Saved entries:

[Start of section]

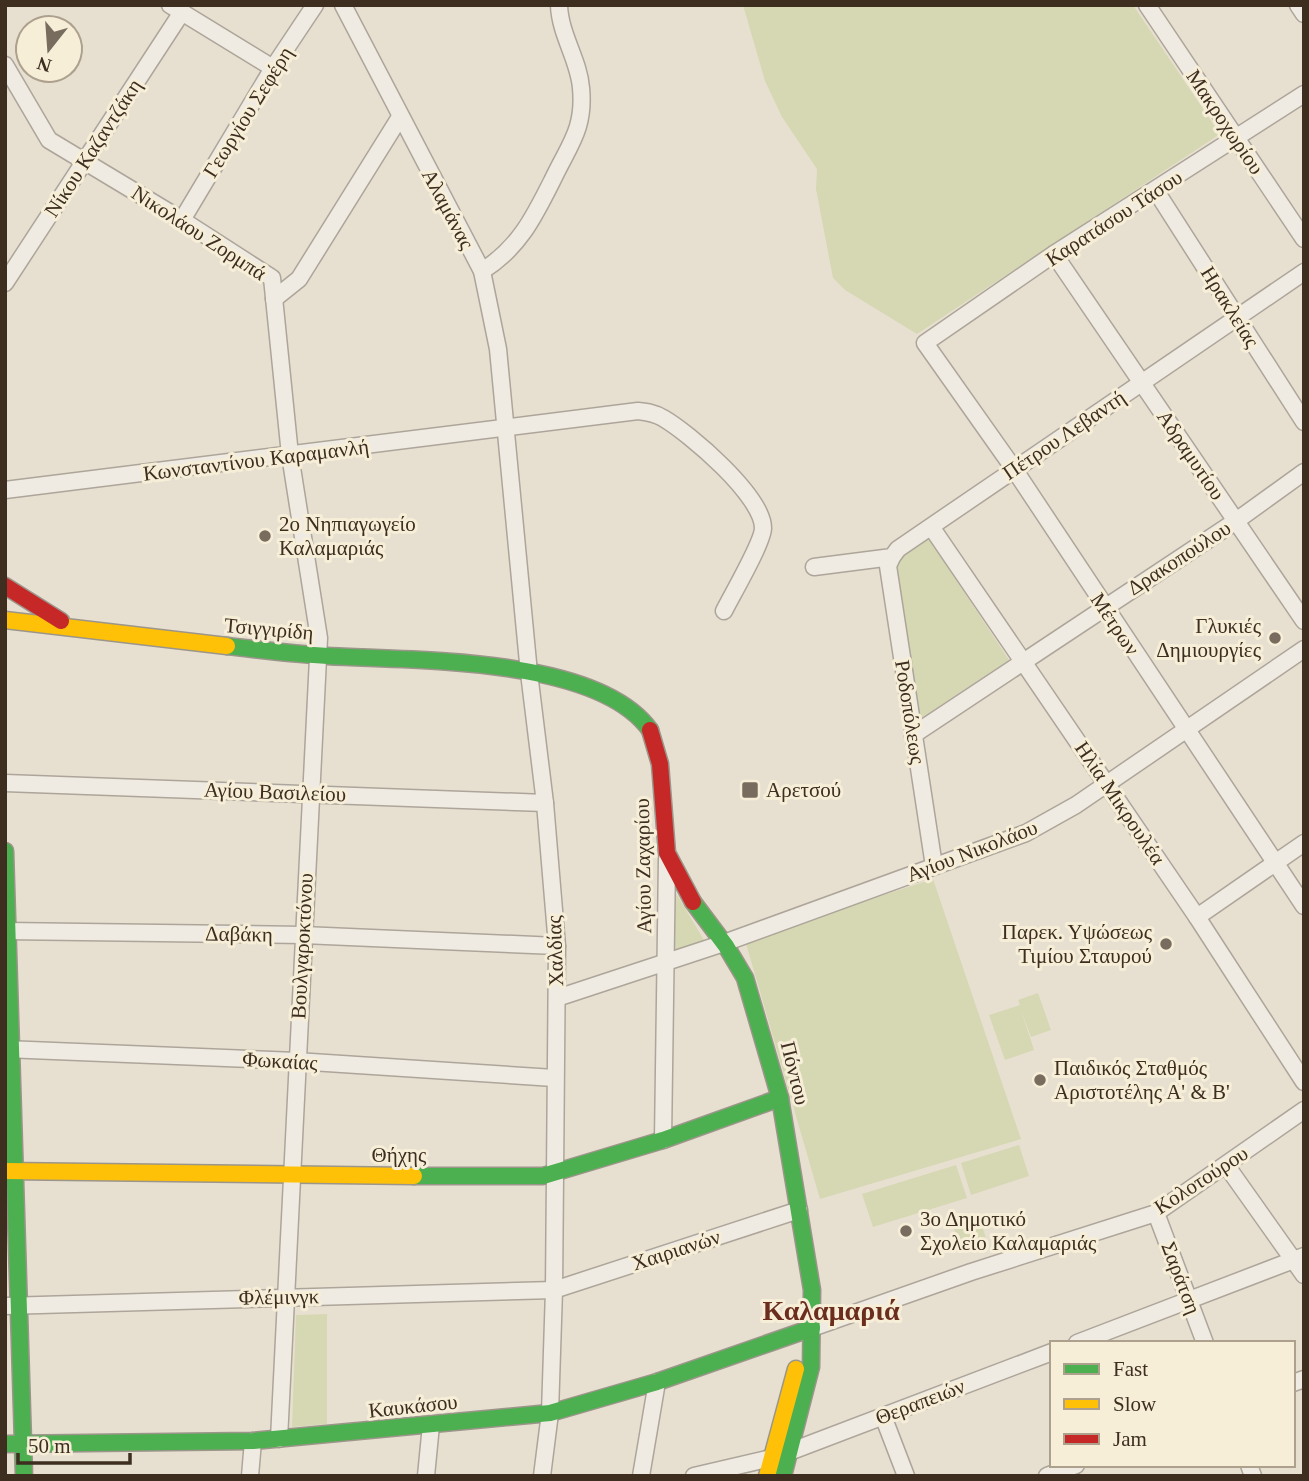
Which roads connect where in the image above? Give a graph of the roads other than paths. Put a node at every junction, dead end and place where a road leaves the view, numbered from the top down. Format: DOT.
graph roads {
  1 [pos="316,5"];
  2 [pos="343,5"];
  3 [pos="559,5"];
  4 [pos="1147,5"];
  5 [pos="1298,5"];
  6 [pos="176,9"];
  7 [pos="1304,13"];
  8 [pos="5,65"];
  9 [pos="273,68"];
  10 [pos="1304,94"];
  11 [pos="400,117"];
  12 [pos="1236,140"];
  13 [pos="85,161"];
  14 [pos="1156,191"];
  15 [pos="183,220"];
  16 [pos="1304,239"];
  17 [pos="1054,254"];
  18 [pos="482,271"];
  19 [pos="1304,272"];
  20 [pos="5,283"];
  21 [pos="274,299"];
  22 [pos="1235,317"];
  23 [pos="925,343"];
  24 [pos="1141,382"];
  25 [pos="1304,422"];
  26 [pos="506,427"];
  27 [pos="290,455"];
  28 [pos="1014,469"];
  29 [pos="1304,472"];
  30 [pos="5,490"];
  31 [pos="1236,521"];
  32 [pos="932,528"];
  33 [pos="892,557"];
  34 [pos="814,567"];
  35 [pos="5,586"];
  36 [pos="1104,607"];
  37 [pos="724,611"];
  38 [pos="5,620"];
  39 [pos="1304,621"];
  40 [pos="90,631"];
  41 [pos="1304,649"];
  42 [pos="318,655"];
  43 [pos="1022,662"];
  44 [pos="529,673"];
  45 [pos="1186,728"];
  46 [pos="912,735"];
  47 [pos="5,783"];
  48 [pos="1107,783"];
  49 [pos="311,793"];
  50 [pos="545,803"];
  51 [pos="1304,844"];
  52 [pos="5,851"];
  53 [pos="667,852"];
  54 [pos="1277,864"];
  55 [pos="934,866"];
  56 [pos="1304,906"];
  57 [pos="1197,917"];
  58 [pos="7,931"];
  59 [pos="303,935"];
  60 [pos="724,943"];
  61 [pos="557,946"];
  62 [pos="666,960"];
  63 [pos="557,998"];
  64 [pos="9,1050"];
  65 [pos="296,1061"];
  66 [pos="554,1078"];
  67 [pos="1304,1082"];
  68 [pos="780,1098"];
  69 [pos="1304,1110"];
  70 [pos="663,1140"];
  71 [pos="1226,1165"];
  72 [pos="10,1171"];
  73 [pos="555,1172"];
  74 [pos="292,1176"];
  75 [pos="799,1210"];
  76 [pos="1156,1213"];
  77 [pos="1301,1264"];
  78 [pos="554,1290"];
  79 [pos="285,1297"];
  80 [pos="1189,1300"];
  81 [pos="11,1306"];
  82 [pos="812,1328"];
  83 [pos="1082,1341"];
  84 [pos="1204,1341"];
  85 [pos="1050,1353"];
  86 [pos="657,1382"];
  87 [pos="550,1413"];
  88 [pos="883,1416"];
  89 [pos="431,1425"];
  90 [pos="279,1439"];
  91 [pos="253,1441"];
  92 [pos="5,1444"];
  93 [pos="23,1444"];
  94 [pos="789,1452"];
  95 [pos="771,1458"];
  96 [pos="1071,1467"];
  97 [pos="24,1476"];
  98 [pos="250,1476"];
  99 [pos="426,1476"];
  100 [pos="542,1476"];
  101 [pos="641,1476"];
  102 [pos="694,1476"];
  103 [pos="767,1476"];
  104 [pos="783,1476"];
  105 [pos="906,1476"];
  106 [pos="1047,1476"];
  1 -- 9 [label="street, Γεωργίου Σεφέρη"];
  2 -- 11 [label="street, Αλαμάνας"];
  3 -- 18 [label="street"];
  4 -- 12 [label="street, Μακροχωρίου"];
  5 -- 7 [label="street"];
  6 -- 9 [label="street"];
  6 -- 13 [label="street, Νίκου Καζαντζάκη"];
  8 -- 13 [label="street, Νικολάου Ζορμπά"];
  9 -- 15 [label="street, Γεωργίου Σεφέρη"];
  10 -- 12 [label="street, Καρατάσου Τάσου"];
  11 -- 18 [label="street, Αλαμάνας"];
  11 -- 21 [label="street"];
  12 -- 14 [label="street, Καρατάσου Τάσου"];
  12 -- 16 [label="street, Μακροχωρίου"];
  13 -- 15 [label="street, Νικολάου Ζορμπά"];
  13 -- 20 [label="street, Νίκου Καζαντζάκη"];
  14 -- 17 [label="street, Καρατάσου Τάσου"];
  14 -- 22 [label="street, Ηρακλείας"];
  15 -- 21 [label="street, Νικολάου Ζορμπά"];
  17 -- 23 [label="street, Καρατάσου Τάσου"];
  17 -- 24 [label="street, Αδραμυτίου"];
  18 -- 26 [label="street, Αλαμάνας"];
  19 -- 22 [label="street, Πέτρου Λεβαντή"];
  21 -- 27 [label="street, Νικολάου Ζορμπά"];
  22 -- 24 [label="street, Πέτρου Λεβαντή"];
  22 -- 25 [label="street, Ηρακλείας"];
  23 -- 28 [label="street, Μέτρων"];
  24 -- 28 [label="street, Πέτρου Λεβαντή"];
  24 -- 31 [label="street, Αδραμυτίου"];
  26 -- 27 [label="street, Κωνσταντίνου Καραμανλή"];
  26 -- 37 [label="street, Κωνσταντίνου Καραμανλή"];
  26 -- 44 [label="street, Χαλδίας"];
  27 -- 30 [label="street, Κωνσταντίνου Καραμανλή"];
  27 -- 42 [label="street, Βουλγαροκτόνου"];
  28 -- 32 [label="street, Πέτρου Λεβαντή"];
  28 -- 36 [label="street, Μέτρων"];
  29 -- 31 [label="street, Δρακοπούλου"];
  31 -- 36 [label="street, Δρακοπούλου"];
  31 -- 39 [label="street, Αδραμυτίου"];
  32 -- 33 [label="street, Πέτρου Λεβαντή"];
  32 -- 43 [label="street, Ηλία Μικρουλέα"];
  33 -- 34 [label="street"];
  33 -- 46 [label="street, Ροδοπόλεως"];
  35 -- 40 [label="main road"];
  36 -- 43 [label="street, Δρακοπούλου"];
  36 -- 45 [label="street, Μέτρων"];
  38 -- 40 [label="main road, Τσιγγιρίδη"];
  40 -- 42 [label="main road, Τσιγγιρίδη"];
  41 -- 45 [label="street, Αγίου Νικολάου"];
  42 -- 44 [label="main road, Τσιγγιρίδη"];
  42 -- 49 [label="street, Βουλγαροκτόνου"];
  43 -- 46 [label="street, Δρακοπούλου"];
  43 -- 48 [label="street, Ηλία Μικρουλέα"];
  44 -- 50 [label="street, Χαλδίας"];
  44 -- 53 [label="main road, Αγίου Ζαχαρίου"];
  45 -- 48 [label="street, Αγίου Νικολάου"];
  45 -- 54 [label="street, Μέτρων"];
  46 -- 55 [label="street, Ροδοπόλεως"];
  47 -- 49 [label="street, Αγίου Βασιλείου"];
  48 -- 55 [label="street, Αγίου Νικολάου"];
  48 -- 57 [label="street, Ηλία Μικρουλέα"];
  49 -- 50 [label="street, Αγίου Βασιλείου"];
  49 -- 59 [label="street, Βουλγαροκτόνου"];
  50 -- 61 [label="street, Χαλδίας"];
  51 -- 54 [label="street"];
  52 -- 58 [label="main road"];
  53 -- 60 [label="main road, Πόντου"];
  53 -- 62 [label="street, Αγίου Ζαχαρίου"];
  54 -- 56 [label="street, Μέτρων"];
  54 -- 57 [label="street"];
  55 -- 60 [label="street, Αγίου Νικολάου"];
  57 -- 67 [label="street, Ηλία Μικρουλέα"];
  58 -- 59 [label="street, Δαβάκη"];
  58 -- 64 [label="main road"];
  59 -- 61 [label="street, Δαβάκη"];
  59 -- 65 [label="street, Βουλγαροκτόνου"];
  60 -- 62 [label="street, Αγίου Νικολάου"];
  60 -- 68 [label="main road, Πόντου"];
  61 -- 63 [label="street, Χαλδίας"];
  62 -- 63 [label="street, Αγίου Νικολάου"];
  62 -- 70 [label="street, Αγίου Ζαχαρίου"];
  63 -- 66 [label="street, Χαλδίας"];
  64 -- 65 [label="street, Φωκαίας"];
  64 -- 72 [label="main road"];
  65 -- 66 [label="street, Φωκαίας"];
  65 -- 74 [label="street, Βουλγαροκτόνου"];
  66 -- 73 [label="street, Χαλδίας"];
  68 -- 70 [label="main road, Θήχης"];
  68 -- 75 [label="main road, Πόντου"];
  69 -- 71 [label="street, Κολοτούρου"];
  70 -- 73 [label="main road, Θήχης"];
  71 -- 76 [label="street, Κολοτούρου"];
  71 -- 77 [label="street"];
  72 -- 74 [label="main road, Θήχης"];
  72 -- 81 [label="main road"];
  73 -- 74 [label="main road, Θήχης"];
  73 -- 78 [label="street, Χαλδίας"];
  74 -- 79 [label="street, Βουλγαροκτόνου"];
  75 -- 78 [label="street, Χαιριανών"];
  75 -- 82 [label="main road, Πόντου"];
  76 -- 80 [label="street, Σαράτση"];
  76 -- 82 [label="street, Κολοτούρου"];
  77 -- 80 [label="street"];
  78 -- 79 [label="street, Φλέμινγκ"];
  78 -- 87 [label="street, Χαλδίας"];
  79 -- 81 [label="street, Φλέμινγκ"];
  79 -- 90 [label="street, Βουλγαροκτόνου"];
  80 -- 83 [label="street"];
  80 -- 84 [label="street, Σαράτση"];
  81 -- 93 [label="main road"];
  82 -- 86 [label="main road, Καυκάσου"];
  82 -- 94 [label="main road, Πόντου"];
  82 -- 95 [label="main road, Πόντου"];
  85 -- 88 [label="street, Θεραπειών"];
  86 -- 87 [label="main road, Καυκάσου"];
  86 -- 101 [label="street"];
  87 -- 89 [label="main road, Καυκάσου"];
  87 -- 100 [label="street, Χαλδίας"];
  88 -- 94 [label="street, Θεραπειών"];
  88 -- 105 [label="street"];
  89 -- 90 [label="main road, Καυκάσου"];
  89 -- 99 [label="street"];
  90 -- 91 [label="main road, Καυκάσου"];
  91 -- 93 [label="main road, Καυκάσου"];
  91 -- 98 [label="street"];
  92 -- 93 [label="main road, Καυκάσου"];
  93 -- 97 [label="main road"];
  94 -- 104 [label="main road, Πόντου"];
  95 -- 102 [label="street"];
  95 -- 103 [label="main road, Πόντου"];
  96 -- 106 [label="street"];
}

[End of section]

What the exercise asks:
All lines of the records containing "Ηρακλείας" should be shown.

Written solution:
  14 -- 22 [label="street, Ηρακλείας"];
  22 -- 25 [label="street, Ηρακλείας"];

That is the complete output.